The orebody extends 2-4 km in width from east to west and 15 km in length. Of the seven ore beds, the fourth is the deepest at nearly 80 metres. Typically the different beds are separated by a few tens of metres. The footwall on most of them is primarily conglomerate with a very well-defined contact.

A French company, Compagnie du Boleo, worked the deposit between 1880 and 1934, during which time it mined 14 million tonnes at an average grade of 4.8% copper. But in the early years they were mining over 20% copper, Green-slade says. “Anything less than 3.5% copper was considered waste by them.” 

In 1900 the company built a refinery, which burned down in 1921 and was rebuilt. The remnants of the building are visible to this day – as is a church designed by Gustave Eiffel, the designer of the Eiffel Tower in Paris.

The town of Santa Rosalia, 805 km from Mexico’s border with the U.S., was built by the French for this mine, Greenslade explains, and is the only French-built town in the country. Today, the town of 12,000 people depends primarily on fishing and gypsum mining.

Greenslade says the company is also planning a 10,000-metre, US$2.3-million drill program this year to explore the deposit at depth. 

It is also figuring out what to do with Boleo’s significant manganese content, which the current mine plan doesn’t take into account.

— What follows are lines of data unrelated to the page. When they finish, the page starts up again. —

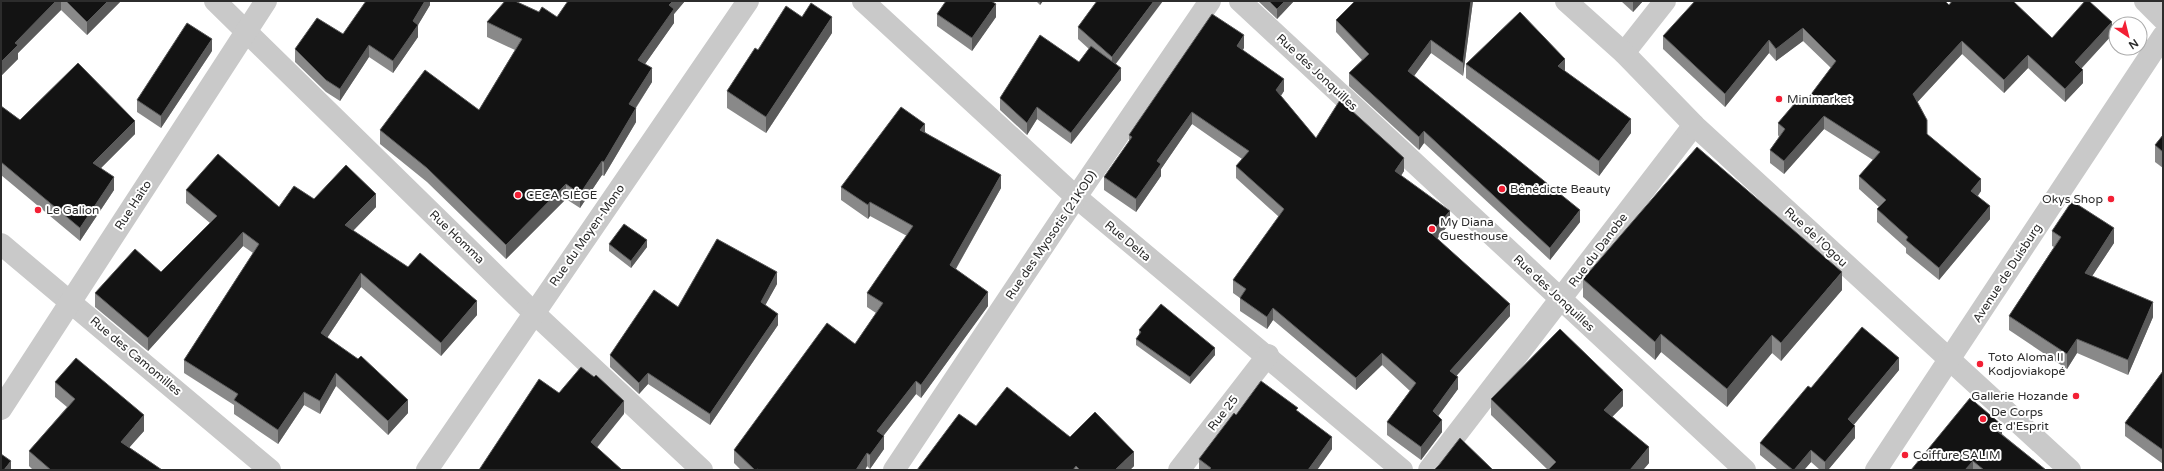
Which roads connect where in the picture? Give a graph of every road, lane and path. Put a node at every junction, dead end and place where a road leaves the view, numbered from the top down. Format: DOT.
graph roads {
  1 [pos="214,1"];
  2 [pos="266,1"];
  3 [pos="748,1"];
  4 [pos="863,1"];
  5 [pos="1210,1"];
  6 [pos="1240,1"];
  7 [pos="1566,1"];
  8 [pos="1665,1"];
  9 [pos="2145,1"];
  10 [pos="2163,19"];
  11 [pos="247,31"];
  12 [pos="2163,36"];
  13 [pos="1624,53"];
  14 [pos="1694,125"];
  15 [pos="1076,197"];
  16 [pos="1,244"];
  17 [pos="1560,299"];
  18 [pos="70,300"];
  19 [pos="534,313"];
  20 [pos="1268,356"];
  21 [pos="1950,360"];
  22 [pos="1,409"];
  23 [pos="270,470"];
  24 [pos="427,470"];
  25 [pos="702,470"];
  26 [pos="894,470"];
  27 [pos="1179,470"];
  28 [pos="1402,470"];
  29 [pos="1429,470"];
  30 [pos="1745,470"];
  31 [pos="1876,470"];
  32 [pos="2070,470"];
  1 -- 11 [label="street, Rue Homma"];
  2 -- 11 [label="street, Rue Haito"];
  3 -- 19 [label="street, Rue du Moyen-Mono"];
  4 -- 15 [label="street, Rue Delta"];
  5 -- 15 [label="street, Rue des Myosotis (21KOD)"];
  6 -- 17 [label="street, Rue des Jonquilles"];
  7 -- 13 [label="street, Rue de l'Ogou"];
  8 -- 13 [label="street"];
  9 -- 10 [label="street"];
  11 -- 18 [label="street, Rue Haito"];
  11 -- 19 [label="street, Rue Homma"];
  12 -- 21 [label="street, Avenue de Duisburg"];
  13 -- 14 [label="street, Rue de l'Ogou"];
  14 -- 17 [label="street, Rue du Danobe"];
  14 -- 21 [label="street, Rue de l'Ogou"];
  15 -- 20 [label="street, Rue Delta"];
  15 -- 26 [label="street, Rue des Myosotis (21KOD)"];
  16 -- 18 [label="street, Rue des Camomilles"];
  17 -- 29 [label="street, Rue du Danobe"];
  17 -- 30 [label="street, Rue des Jonquilles"];
  18 -- 22 [label="street, Rue Haito"];
  18 -- 23 [label="street, Rue des Camomilles"];
  19 -- 24 [label="street, Rue du Moyen-Mono"];
  19 -- 25 [label="street, Rue Homma"];
  20 -- 27 [label="street, Rue 25"];
  20 -- 28 [label="street, Rue Delta"];
  21 -- 31 [label="street, Avenue de Duisburg"];
  21 -- 32 [label="street, Rue de l'Ogou"];
}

Baja believes Boleo is the sixth-largest manganese deposit in the world. The deposit has a proven and probable reserve grade of 2.91%, and contains 2.5 million tonnes of manganese metal.

It would be relatively easy to produce it on-site as a manganese carbonate concentrate, Greenslade says, but the market for manganese carbonate in North America is about 30,000 tonnes a year. When manganese carbonate is processed further, it can be used to make manganese metal, electrolytic manganese dioxide and other specialty manganese chemicals.

A year ago Baja Mining approached a number of Chinese refineries at the Manganese Institute’s conference in Paris, but there wasn’t much interest, Greenslade says. At this year’s conference in Korea, Baja Mining talked with five or six metal refineries that were interested in taking feedstock from Boleo.
 

“If we could market that, it could add about US$50 million a year to our net operating profits,” Greenslade estimates.

In a research note to clients in April, Low of Raymond James wrote that adding a manganese revenue stream “has potential to increase our NAV by 33%.”

In April, Baja’s board approved a shareholder rights plan to ensure the fair treatment of shareholders in the event of a takeover bid.

“Once we are in production, I do think we are a takeover target,” Greenslade says, adding that he “strongly suspects” there is “at least one-mid-tier producer with underground experience, and with some experience in clay that may be looking at us discreetly right now.”

“Someone might want to take us out because we are going to generate a lot of cash flow,” he notes. “At current metal prices we would probably generate somewhere around 70-75¢ a share in after-tax revenues. With those kinds of earnings, pick your multiple. We are usually conservative, as we can’t predict what will happen. But others have expressed that we could expect to increase by eight times. Most of the mid-tier producers are trading in the fourteen- to twenty-times earnings range.”

Dreisinger, Baja Mining’s vice-president of metallurgy, sums it up this way: “Boleo is an undiscovered gem. We’re hoping to set the world on fire.”